A planning model must be capable of attainment of the desired objectives of a business and
be amenable to its possible future changes. Therefore, all the important areas of corporate
planning, whether related to strategic planning, project planning or operational planning
involving tax considerations for long term or short term management objectives and
policies should be strictly scrutinised in relative situations. Foresight is the essence of a
business. Tax planning is one of its important attributes.

TYPES OF TAX PLANNING

The tax planning exercise ranges from devising a model for specific transaction as well as for
systematic corporate planning. These are:

(a) Short range and Long range Tax Planning


Short range planning refers to year to year planning to achieve some specific or limited
objective. For example, an individual assessee whose income is likely to register unusual
growth in particular year as compared to the preceding year, may plan to subscribe to the
PPF/NSC’s within the prescribed limits in order to enjoy substantive tax relief. By
investing in such a way, he is not making permanent commitment but is substantially
saving in the tax. It is one of the examples of short range planning.

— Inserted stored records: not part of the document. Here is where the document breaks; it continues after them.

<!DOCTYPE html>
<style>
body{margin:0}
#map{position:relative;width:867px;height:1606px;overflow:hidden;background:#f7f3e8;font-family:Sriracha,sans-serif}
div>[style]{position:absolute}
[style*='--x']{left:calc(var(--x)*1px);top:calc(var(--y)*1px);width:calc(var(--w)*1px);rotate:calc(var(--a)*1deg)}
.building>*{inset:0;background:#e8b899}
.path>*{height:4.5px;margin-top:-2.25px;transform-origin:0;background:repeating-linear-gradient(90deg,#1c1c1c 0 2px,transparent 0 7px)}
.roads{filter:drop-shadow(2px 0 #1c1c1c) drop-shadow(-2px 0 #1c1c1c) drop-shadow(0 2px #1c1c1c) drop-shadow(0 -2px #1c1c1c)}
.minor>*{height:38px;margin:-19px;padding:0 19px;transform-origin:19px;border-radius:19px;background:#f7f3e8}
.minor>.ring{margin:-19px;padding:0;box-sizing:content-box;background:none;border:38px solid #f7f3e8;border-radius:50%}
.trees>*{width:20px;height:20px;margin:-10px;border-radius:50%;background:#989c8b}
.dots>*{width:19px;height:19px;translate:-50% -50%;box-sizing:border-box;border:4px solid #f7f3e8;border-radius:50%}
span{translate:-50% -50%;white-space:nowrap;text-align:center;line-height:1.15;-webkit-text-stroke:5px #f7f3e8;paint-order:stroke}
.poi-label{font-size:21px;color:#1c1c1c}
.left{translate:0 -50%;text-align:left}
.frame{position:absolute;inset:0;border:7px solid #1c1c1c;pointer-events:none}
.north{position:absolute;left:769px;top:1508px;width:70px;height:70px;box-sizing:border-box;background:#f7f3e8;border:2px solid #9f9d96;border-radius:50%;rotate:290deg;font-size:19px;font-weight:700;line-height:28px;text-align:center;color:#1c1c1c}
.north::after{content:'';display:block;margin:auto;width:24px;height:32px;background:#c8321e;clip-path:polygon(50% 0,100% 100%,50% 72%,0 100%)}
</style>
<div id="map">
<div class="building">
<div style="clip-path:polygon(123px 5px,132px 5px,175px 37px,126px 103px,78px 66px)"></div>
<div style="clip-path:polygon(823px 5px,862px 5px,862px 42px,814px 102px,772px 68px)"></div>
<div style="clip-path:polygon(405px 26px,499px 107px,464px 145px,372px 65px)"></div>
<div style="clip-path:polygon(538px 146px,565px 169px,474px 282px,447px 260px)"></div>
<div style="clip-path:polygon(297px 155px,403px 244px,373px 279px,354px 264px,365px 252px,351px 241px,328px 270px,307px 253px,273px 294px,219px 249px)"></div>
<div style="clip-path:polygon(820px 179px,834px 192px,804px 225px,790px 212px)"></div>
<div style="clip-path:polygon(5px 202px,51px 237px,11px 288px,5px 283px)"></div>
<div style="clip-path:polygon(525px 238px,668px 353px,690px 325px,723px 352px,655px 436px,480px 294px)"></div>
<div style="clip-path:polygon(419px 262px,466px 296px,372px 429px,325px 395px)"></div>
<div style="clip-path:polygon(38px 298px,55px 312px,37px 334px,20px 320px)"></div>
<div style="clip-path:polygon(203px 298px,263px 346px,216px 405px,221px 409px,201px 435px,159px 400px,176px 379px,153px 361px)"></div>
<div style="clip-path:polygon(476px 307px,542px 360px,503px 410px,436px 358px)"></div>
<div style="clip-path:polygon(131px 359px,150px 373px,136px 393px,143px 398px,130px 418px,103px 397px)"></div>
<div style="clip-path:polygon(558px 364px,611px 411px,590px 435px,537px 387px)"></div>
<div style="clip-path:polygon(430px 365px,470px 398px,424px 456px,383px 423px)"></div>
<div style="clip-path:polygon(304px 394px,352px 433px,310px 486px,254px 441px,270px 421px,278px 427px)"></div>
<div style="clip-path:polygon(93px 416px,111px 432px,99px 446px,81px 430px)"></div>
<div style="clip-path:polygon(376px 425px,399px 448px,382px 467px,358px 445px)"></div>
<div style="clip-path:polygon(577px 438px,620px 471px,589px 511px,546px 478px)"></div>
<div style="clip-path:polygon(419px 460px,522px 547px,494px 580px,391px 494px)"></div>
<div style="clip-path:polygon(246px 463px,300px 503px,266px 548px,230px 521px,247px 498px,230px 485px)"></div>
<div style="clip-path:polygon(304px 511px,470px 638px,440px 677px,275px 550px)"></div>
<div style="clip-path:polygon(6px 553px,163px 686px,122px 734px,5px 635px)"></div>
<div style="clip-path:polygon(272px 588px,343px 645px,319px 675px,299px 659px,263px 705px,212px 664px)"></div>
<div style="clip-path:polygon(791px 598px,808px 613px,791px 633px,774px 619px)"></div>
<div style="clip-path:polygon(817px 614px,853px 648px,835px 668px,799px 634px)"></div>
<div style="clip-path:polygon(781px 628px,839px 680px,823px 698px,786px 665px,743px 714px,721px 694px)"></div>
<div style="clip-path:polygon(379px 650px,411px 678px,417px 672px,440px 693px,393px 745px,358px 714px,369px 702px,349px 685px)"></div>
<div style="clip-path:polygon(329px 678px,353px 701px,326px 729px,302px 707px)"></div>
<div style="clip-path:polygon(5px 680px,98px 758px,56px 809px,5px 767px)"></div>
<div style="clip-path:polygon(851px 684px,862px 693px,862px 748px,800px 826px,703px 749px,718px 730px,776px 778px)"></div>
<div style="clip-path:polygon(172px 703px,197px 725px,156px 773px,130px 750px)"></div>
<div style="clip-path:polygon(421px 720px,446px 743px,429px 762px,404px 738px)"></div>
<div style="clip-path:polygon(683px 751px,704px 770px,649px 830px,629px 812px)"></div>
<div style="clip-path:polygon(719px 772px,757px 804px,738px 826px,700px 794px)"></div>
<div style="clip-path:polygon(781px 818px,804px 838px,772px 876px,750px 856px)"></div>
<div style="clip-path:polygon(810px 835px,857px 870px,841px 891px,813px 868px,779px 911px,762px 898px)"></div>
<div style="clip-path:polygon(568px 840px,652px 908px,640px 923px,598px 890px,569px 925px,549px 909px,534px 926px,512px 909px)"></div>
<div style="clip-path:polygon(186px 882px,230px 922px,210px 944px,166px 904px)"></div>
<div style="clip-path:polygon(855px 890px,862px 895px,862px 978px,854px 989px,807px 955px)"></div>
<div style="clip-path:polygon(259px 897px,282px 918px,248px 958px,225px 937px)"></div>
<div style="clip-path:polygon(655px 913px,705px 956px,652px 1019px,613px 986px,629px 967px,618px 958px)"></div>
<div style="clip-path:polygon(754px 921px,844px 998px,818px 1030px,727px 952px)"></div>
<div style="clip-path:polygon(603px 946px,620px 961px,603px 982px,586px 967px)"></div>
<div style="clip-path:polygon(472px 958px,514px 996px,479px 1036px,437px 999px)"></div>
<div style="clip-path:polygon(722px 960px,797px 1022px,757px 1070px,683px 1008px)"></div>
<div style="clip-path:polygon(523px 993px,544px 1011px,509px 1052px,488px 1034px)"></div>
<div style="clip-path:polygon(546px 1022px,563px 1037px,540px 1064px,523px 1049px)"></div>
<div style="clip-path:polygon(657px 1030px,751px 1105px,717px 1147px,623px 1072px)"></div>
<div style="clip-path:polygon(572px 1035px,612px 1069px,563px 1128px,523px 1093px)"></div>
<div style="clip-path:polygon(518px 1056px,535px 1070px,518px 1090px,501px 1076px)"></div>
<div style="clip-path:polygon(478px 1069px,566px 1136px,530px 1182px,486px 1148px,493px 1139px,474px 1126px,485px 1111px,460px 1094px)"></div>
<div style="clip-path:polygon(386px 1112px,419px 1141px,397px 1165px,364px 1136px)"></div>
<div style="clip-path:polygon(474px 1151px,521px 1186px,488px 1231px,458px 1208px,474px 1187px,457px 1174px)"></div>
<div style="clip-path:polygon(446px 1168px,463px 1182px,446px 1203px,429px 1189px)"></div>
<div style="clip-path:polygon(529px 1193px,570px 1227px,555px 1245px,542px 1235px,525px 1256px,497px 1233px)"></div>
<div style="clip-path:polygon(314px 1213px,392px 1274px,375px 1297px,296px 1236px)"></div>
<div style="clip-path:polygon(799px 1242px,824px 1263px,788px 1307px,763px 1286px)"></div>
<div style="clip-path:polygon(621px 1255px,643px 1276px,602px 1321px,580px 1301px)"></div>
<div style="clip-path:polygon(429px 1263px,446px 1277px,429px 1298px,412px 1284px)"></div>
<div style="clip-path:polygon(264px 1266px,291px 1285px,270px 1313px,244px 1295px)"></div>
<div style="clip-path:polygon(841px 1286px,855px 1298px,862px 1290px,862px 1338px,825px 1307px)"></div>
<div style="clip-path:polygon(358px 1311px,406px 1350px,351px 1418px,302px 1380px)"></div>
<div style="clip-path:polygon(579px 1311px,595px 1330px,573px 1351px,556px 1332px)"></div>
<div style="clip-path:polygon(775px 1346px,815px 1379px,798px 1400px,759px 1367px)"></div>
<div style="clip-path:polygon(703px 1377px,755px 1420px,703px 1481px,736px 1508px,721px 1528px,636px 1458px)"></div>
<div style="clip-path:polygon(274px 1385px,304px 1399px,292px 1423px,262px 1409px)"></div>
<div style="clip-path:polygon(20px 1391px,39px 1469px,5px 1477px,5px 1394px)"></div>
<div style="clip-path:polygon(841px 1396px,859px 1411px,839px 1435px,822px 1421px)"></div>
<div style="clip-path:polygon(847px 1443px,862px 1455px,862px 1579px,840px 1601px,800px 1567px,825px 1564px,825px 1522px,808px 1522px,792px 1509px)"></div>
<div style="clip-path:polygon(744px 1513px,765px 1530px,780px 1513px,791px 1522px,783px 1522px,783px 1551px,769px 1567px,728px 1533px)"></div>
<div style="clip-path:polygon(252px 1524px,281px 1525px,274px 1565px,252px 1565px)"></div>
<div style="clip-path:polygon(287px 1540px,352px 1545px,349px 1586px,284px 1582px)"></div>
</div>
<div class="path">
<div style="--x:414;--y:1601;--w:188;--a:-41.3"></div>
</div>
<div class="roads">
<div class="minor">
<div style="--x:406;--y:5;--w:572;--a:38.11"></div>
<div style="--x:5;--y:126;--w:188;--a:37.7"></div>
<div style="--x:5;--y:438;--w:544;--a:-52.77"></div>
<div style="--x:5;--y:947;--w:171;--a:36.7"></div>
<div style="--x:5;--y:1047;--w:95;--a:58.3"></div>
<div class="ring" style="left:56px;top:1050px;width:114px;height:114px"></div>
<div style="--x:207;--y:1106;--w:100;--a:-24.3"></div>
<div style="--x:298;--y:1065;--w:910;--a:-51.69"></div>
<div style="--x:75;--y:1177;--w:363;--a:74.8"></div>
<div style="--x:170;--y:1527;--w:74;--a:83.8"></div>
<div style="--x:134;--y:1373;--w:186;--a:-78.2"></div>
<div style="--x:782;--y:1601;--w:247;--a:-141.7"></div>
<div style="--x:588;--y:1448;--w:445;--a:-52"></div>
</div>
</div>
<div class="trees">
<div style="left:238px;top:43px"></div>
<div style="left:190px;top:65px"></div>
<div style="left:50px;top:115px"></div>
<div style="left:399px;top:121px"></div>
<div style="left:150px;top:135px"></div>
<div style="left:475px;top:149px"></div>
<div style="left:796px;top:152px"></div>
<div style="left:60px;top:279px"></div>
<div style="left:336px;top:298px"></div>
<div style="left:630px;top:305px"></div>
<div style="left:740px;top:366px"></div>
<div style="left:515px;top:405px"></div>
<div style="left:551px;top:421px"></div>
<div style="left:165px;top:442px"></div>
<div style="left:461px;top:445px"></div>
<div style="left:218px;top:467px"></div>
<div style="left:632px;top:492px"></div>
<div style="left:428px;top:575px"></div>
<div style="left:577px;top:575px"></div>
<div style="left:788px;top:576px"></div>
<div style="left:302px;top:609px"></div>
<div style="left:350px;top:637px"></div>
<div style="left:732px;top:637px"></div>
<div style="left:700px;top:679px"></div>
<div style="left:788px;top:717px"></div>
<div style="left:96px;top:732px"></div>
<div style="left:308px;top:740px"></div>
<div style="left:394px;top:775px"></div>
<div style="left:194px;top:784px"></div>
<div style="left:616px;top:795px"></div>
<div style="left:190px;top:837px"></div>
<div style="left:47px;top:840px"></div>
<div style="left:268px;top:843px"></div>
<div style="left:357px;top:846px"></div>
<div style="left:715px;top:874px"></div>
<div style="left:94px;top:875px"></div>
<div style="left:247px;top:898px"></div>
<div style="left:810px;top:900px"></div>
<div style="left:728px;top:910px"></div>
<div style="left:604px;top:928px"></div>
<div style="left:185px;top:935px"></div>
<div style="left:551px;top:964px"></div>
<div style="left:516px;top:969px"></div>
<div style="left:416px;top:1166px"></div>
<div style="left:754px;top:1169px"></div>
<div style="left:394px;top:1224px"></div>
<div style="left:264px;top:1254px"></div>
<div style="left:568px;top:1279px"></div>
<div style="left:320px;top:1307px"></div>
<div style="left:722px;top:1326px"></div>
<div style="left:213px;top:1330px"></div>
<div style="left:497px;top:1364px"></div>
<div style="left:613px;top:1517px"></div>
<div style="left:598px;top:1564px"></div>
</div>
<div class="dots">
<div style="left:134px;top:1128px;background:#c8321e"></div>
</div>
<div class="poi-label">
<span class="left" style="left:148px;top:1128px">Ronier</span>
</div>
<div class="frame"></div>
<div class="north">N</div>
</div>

Long range planning involves charting out a plan at the beginning of the income year to be
followed around the year. This type of planning may not benefit immediately as in case of
short term tax planning but it is likely to help in long run. For example, when an assessee
transfers his equity shares to his minor son, he knows that the income from the shares will
be clubbed with his own income. But clubbing would also cease after minor attains
majority. Also if bonus shares are issued by the company, income from such bonus shares
shall not be taxable in hands of assessee ( i.e. transferor).

(b) Permissive tax planning


It involves making plans which are permissible under different provisions of tax laws. Tax
laws of our country offer many exemptions and incentives. Planning to take advantage
different tax concessions and incentives and deductions etc.

(c) Purposive tax planning


It involves making plans with specific purpose to ensure the availability of maximum
benefits to the assessee
– Through correct selection of investment.
– Making suitable plan for replacement of assets.
– Varying the residential status.
– Diversifying business activities and incomes etc.

It is based on the measures which circumvent the law. The permissive tax planning has the
express sanction of the Statute while the purposive tax planning does not carry such sanction.
For example, under Section 60 to 65 of the Act, the income of the other persons is clubbed in the
income of the assessee. If the assessee is in a position to plan in such a way that these provisions
do not get attracted, such a plan would work in favour of the tax payer because it would increase
his disposable resources. Such a tax plan would be termed as ‘Purposive tax planning’.